Founder of Tam Khoe fresh food brand: keen on green agriculture

17:19 | 13/08/2018

A stage director with a record of more than 10 years in the field, Pham Cong Chinh found his passion for agriculture when he founded a firm specialised in providing “ready to cook” fresh agricultural produce under the Tam Khoe brand. Hong Phuc reports.

founder of tam khoe fresh food brand keen on green agriculture
Pham Cong Chinh, the founder of Tam Khoe

Promoting the aquaponic model

Pham Cong Chinh has just flown to Singapore, where he met with a business partner. The two sides are about to sign a cooperation agreement. After more than three years of operations, his company has found a financial investor with an investment value of nearly VND50 billion ($2.2 million).

All of Chinh’s business decisions usually come after careful consideration. Sometimes, potential financial investors set profit margins beyond their capacity, forcing project leaders to choose whether to continue or refuse. “I did not find investors, they found me. During the process, I had to refuse many offers,” Chinh said.

After a period of studying and experimenting with three production methods—aquaponics, hydroponics, and organics—Chinh chose to use the first, an integrated system that combines growing vegetables and raising fish based on natural production principles.

Elaborating on his chosen method, Chinh described it as an automatic, indoors, organic, hydroponic vegetable growing and fish raising system with “three nos”: no land use, no fertiliser use, and no need for watering, but still producing green vegetables and fresh fish.

Water from the aquaculture system is fed into the hydroponic system, where the by-products are broken down by nitrifying bacteria, initially into nitrites and subsequently into nitrates that are utilised by the plants as nutrients. The water is then re-circulated into the aquaculture system.

“This ensures that the producers do not use any chemicals during production. If they do, the fish will die immediately,” Chinh said.

His company, Tam Khoe, is making efforts to expand its material growing areas and to control product quality.

In fact, the supply volume to feed the market’s needs has yet to be stabilised. Some days, only several hundred kilogrammes of products are sold, while sales might reach dozens of tonnes on other days, depending on product types and customers, who consist of retail consumers and supermarket chains.

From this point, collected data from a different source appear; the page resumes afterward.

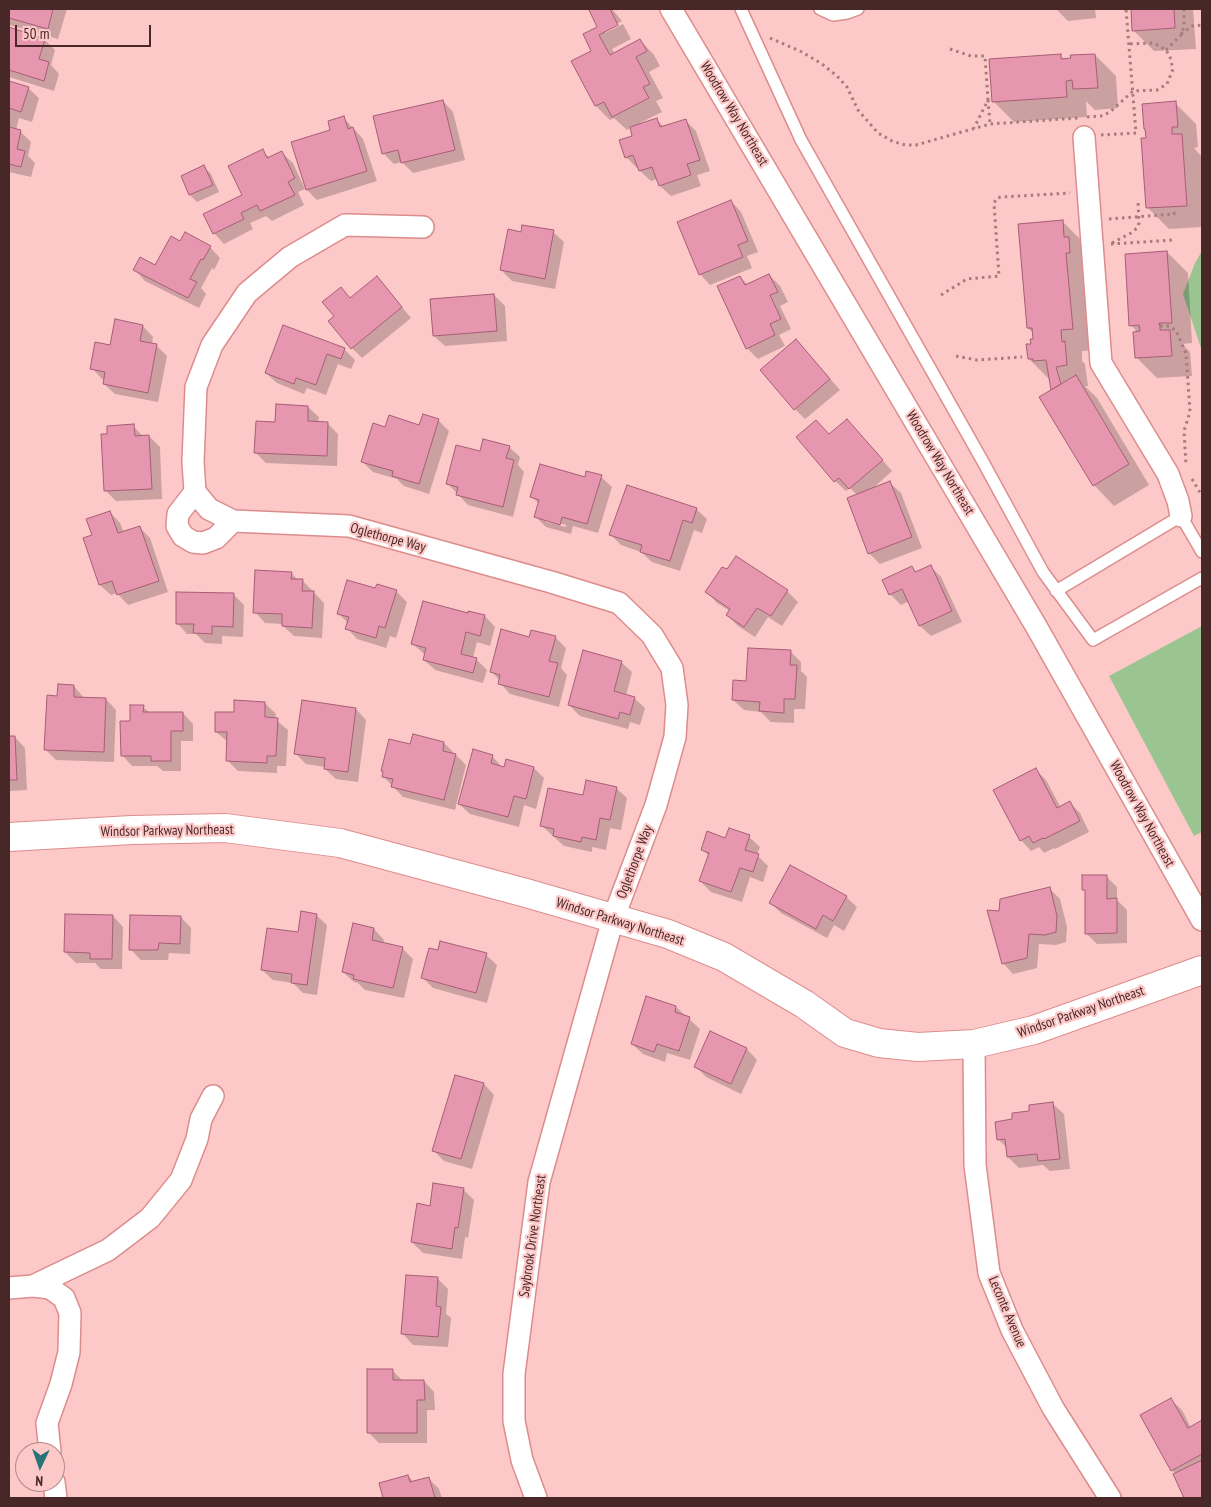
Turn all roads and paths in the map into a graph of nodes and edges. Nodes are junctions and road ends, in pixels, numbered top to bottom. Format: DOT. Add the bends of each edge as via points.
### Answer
graph roads {
  1 [pos="671,9"];
  2 [pos="741,9"];
  3 [pos="820,9"];
  4 [pos="858,9"];
  5 [pos="1126,9"];
  6 [pos="1184,9"];
  7 [pos="1202,25"];
  8 [pos="1181,35"];
  9 [pos="768,37"];
  10 [pos="1129,44"];
  11 [pos="950,49"];
  12 [pos="1166,50"];
  13 [pos="1133,91"];
  14 [pos="988,100"];
  15 [pos="990,124"];
  16 [pos="974,128"];
  17 [pos="1084,137"];
  18 [pos="1088,192"];
  19 [pos="1138,202"];
  20 [pos="1174,210"];
  21 [pos="1139,217"];
  22 [pos="1090,221"];
  23 [pos="423,227"];
  24 [pos="1173,240"];
  25 [pos="941,294"];
  26 [pos="1160,326"];
  27 [pos="956,356"];
  28 [pos="1022,357"];
  29 [pos="1188,469"];
  30 [pos="1191,476"];
  31 [pos="195,492"];
  32 [pos="1202,496"];
  33 [pos="1181,516"];
  34 [pos="233,521"];
  35 [pos="1202,552"];
  36 [pos="1202,578"];
  37 [pos="1056,591"];
  38 [pos="9,837"];
  39 [pos="613,919"];
  40 [pos="1202,920"];
  41 [pos="1202,970"];
  42 [pos="974,1044"];
  43 [pos="213,1096"];
  44 [pos="33,1286"];
  45 [pos="9,1288"];
  46 [pos="49,1442"];
  47 [pos="536,1498"];
  48 [pos="1110,1498"];
  1 -- 40 [label="street, Woodrow Way Northeast" via="1031,618"];
  2 -- 37 [label="lane" via="801,140"];
  3 -- 4 [label="lane" via="833,15"];
  5 -- 10 [label="path"];
  6 -- 8 [label="path"];
  7 -- 8 [label="path" via="1192,26"];
  8 -- 12 [label="path"];
  9 -- 16 [label="path" via="802,52 837,76 868,122 892,142 916,145"];
  10 -- 12 [label="path" via="1154,43"];
  10 -- 13 [label="path"];
  11 -- 14 [label="path" via="971,56 985,56"];
  12 -- 13 [label="path" via="1173,69 1167,84 1157,90"];
  13 -- 15 [label="path" via="1101,116"];
  13 -- 17 [label="path" via="1136,133"];
  14 -- 15 [label="path"];
  14 -- 16 [label="path"];
  15 -- 16 [label="path"];
  17 -- 18 [label="street"];
  18 -- 22 [label="street"];
  18 -- 25 [label="path" via="997,198 994,204 1000,276 967,279"];
  19 -- 21 [label="path"];
  20 -- 21 [label="path" via="1174,214"];
  21 -- 22 [label="path"];
  21 -- 24 [label="path" via="1137,228 1110,244"];
  22 -- 33 [label="street" via="1101,363 1168,474"];
  23 -- 31 [label="street" via="345,225 290,257 247,293 212,345 196,387 192,462"];
  26 -- 29 [label="path" via="1169,326 1176,331 1186,353 1190,412 1184,439"];
  27 -- 28 [label="path" via="977,360"];
  30 -- 32 [label="path"];
  31 -- 34 [label="street, Oglethorpe Way" via="209,509"];
  31 -- 34 [label="street" via="178,514 177,526 183,536 203,543 216,538"];
  33 -- 35 [label="lane"];
  33 -- 37 [label="lane"];
  34 -- 39 [label="street, Oglethorpe Way" via="349,526 619,603 652,635 672,668 677,705 675,737 656,805"];
  36 -- 37 [label="lane" via="1093,640"];
  38 -- 39 [label="street, Windsor Parkway Northeast" via="225,828 321,840"];
  39 -- 42 [label="street, Windsor Parkway Northeast" via="668,934 724,958 804,1004 845,1033 879,1043 918,1047"];
  39 -- 47 [label="street, Saybrook Drive Northeast" via="539,1182 515,1364 514,1421 522,1460"];
  41 -- 42 [label="street, Windsor Parkway Northeast" via="1034,1030"];
  42 -- 48 [label="street, Leconte Avenue" via="974,1164 989,1273 1012,1330 1050,1401"];
  43 -- 44 [label="street" via="201,1119 181,1180 150,1218 108,1250"];
  44 -- 45 [label="street"];
  44 -- 46 [label="street" via="50,1288 64,1298 70,1314 69,1352 47,1423"];
}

There are also multiple opportunities for Tam Khoe to increase the exports of its products, as the company has orders to export several hundred tonnes of products per week to Taiwan, Hong Kong, and Australia.

Pham Cong Chinh is proud of the technologies currently in use at the farm, particularly those related to tracing products’ origins, a decisive requirement for the products to be chosen by export partners.

Pham Cong Chinh is proud of the technologies currently in use at the farm, particularly those related to tracing products’ origins, a decisive requirement for the products to be chosen by export partners.

The company is perfecting its product standards and linkage chains in packaging to be able to export about 100 tonnes of tomatoes a week to Singapore.

Building a prestigious agricultural brand

The largest hindrance for a stage director to act as a businessman does not lie in accounting or finding suitable growth strategies, as to tackle these issues, one only needs to recruit good people, Chinh said.

“I have employed an US expert to fill the post of financial director. What caused me headaches at the start was pests and how to make bioproduce, while I had no trouble finding the people to fill empty posts in the system,” Chinh shared.

Chinh majored in cultural works management, acted as a stage director for several programmes, and later established a media firm which failed after a while.

In the end, Chinh found that agriculture fit him the most and was his passion.

Initially, Chinh built Tam Khoe with just 1,000sq.m of land in Binh Chanh District of Ho Chi Minh City. The brand has been developing quickly and now covers about 400ha of agricultural land (including aligned and self production) in various provinces and municipalities.

Initially, Chinh reached his customers by giving the products to his friends and neighbours for trial use for more than a month. As of now, his company has more than 3,000 retail customers with order values averaging VND300,000 ($13) three times a week from each, in addition to corporate customers.

This year, Tam Khoe is set to slash all intermediate phases as well as accept low profits to expand its customer base.

Delivery is also a thorny issue to Tam Khoe, as it affects the products’ freshness and customers’ trust.

“I am mulling over either building a specialised delivery team or outsourcing the service,” Chinh said.

His ultimate target is to build a prestigious agricultural produce brand. In the not-too-distant future he also aims to diversify the product range to include fruit juice as well as dried and pickled items in a ready-to-eat form.

Chinh said a new push is needed to spur Tam Khoe’s growth, and he welcomes mergers and acquisitions in order to bring his company’s brand value to new heights.